The Clairefontaine Back To Basics Le Carnet 1951 notebooks are cardstock-covered and a cahier style. The covers are flexible cardstock, perfect for folding open or back as needed. This book is 5.8″ x 8.3″ and contains 48-pages. It’s staple-bound in two places and is filled with 90 gsm paper.
They remind me of composition notebooks. I love this size for office notes especially with its diminutive page count that is perfect for one project. Sometimes, larger notebooks have too many pages and I have to put multiple projects in the same book. Sometimes I just want the old project GONE. So this notebook is a good option.
The only real rub for me is the wide line spacing and the slightly darker-that-I-prefer lines. One or the other issue wouldn’t be so bad but both wide ruled and dark lines make me sigh — I wanted to LOVE this notebook with abandon but now… I just hope the paper quality makes up for it.
The paper inside is smooth, bright white. There was little to no show through on the reverse side of the paper. The Parker 21 with the Noodlers Violet had a tiny bit of bleed through but everything else had no ill effects on the reverse. I could defintiely use both sides of each sheet without issues.

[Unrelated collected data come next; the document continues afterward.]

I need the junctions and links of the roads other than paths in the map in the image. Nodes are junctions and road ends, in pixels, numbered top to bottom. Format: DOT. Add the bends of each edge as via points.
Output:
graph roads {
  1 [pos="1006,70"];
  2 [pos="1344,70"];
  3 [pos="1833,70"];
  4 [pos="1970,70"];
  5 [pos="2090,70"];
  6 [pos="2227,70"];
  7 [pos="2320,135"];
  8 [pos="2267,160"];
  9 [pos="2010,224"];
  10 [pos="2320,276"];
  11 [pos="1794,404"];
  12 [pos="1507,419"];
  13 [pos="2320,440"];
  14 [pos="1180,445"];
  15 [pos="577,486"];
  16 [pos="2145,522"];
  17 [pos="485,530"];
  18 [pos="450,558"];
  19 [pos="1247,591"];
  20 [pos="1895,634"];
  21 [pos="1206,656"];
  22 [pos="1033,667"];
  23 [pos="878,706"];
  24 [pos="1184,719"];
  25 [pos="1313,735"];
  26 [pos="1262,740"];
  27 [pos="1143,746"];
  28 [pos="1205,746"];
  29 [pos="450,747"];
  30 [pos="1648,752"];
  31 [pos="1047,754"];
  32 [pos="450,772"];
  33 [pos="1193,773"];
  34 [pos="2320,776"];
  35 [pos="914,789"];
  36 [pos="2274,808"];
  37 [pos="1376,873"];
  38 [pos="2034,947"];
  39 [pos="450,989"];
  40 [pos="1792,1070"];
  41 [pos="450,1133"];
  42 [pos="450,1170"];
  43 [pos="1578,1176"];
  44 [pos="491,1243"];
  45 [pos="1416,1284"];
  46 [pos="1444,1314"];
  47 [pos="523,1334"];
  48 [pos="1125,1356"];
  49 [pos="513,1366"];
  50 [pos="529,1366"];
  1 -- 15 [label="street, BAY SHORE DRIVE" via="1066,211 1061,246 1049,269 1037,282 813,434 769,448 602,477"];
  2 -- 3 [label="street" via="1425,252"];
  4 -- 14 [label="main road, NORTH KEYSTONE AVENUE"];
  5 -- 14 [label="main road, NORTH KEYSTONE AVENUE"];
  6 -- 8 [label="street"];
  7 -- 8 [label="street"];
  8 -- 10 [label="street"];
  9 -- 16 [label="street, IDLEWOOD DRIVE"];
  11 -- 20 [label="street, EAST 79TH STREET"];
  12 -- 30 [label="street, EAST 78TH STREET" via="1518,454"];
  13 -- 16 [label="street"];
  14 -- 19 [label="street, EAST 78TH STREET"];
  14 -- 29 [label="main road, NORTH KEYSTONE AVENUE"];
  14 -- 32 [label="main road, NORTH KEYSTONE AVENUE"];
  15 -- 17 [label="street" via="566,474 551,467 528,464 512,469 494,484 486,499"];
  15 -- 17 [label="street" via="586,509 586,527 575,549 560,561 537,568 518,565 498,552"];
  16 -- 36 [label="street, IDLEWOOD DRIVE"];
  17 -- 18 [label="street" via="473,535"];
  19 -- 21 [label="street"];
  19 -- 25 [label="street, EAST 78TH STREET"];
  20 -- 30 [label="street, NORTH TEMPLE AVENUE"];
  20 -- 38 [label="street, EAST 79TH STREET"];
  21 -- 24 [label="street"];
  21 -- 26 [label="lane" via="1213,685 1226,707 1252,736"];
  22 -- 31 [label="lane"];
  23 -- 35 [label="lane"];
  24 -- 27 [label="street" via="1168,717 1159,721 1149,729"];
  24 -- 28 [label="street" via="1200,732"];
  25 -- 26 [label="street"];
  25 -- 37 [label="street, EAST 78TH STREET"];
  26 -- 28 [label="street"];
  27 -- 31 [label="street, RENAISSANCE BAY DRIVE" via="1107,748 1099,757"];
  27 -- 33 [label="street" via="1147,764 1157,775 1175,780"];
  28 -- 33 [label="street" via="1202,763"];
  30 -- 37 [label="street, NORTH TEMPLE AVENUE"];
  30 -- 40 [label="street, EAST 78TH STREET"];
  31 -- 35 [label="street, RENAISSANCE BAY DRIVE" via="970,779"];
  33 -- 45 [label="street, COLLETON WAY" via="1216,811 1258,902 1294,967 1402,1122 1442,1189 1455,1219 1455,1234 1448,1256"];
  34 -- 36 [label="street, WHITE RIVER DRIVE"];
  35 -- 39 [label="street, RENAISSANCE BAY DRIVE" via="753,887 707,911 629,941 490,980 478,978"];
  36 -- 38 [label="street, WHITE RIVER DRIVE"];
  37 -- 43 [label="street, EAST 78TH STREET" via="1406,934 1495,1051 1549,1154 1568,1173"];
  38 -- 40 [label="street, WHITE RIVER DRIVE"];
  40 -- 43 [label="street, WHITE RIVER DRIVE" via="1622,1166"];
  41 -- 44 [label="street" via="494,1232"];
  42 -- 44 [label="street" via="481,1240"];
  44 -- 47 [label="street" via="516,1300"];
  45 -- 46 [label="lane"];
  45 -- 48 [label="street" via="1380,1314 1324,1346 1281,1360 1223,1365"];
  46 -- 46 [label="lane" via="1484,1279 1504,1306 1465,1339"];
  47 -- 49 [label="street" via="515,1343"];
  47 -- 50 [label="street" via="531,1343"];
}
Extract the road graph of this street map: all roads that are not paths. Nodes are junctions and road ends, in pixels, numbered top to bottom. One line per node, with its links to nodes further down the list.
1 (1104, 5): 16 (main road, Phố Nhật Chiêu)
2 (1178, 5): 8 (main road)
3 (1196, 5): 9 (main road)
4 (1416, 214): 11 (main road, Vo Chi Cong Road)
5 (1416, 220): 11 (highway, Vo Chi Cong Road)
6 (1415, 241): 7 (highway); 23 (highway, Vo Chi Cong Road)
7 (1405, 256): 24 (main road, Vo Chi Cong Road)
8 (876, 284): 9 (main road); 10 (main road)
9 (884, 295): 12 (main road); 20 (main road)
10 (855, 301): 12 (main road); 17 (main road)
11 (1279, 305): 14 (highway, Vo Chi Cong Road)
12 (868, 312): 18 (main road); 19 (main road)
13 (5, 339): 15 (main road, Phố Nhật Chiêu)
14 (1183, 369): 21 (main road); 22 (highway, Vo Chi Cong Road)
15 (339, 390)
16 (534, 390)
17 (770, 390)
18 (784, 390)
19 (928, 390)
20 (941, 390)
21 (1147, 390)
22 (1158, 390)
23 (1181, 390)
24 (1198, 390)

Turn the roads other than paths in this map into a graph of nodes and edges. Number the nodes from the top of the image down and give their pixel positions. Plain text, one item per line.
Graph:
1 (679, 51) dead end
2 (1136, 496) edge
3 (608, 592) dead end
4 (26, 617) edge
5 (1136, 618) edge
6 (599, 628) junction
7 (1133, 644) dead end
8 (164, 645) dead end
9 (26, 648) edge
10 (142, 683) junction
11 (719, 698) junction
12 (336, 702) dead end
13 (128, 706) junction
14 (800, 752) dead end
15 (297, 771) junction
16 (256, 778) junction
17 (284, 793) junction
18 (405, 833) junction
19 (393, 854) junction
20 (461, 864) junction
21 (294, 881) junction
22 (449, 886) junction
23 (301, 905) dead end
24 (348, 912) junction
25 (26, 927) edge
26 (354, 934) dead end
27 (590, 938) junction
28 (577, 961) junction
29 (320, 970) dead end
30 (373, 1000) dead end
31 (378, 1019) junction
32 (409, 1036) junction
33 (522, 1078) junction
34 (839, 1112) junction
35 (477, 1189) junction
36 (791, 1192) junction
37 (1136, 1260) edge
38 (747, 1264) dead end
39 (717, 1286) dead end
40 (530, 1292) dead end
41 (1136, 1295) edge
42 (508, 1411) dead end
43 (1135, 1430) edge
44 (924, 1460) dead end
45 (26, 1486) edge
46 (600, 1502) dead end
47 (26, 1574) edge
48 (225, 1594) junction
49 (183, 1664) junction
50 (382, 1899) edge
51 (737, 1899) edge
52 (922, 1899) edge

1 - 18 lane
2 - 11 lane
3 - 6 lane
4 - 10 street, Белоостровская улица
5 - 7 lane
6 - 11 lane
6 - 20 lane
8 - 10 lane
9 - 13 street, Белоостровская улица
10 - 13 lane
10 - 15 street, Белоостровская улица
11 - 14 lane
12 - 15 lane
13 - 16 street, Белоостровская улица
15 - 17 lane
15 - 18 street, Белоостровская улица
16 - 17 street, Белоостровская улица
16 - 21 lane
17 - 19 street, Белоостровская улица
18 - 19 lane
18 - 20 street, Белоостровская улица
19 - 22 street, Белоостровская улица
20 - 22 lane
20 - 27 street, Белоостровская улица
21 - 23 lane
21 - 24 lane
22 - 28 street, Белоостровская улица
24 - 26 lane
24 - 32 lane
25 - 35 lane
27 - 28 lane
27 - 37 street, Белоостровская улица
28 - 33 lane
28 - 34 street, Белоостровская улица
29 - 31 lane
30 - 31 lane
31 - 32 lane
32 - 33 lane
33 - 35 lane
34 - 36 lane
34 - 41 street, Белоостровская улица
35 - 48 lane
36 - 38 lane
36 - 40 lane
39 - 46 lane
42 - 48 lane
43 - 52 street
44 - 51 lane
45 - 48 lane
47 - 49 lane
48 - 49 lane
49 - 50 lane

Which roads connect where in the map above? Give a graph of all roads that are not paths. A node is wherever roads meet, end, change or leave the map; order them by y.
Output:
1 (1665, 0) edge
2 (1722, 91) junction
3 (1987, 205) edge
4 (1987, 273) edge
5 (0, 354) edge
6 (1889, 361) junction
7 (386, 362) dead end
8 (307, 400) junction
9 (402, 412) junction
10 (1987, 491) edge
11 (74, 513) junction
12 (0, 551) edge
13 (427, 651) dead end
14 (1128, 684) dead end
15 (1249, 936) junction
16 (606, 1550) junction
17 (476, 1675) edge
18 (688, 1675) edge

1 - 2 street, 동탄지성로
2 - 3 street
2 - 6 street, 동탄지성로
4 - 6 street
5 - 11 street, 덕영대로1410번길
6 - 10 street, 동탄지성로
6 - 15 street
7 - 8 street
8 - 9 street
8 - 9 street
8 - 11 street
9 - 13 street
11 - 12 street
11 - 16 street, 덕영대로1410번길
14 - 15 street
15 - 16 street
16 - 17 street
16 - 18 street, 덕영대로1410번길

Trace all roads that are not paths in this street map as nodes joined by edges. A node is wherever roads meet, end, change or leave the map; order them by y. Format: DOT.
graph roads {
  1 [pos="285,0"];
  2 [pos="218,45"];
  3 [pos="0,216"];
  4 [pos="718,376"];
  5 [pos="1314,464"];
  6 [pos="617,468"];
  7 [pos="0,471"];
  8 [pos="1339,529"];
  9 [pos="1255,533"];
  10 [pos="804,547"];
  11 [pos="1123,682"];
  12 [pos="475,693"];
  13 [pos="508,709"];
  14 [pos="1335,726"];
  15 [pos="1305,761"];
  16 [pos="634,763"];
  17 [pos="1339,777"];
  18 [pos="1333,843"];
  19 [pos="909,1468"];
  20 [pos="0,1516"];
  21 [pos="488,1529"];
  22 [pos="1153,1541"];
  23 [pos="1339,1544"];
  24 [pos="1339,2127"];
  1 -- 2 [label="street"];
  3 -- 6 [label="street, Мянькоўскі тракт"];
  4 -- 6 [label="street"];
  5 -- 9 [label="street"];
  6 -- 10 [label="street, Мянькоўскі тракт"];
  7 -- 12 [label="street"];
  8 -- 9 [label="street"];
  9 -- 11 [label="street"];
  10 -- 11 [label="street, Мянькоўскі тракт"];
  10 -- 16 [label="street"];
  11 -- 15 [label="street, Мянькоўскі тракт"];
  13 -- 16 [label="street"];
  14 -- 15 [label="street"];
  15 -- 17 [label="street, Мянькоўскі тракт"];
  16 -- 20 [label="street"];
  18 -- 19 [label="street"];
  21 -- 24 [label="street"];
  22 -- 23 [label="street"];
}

Once I got ink on the page, the lines didn’t bother me quite as much. I did discover that some inks did not dry fast enough on this paper — at least not fast enough for a messy lefty. I think if I stick to some of the inks that pride themselves on quic-drying, this would not be an issue. Pencil handled beautifully on this smooth stock — a Blackwing on this paper is a fabulous combination!
I did a series of drying time tests just to get a better idea if all, or only some, inks took a long time to dry. None of the inks I tested were specifically formulated to be “quick-drying” so I think I shouldn’t have too much trouble once I try a quick-dryer. At this point, the Lamy Blue Black performed best so as long as I’m not too impatient, I should be okay with this notebook.
As I’ve said before, being a lefty can be a pain. Sometimes, I have to decide between really good paper that might not allow for quick ink drying and cheaper, more absorbet paper that might bleed through or spline. This book, since the price point is so reasonable, is a good chance for me to have good paper, even if it might not become my everyday notebook. Is it everyone’s dream to have the perfect all-tool notebook?
A set of two Clairefontaine 1951 notebooks are a mere $8 a set so its totally worth it to try them out.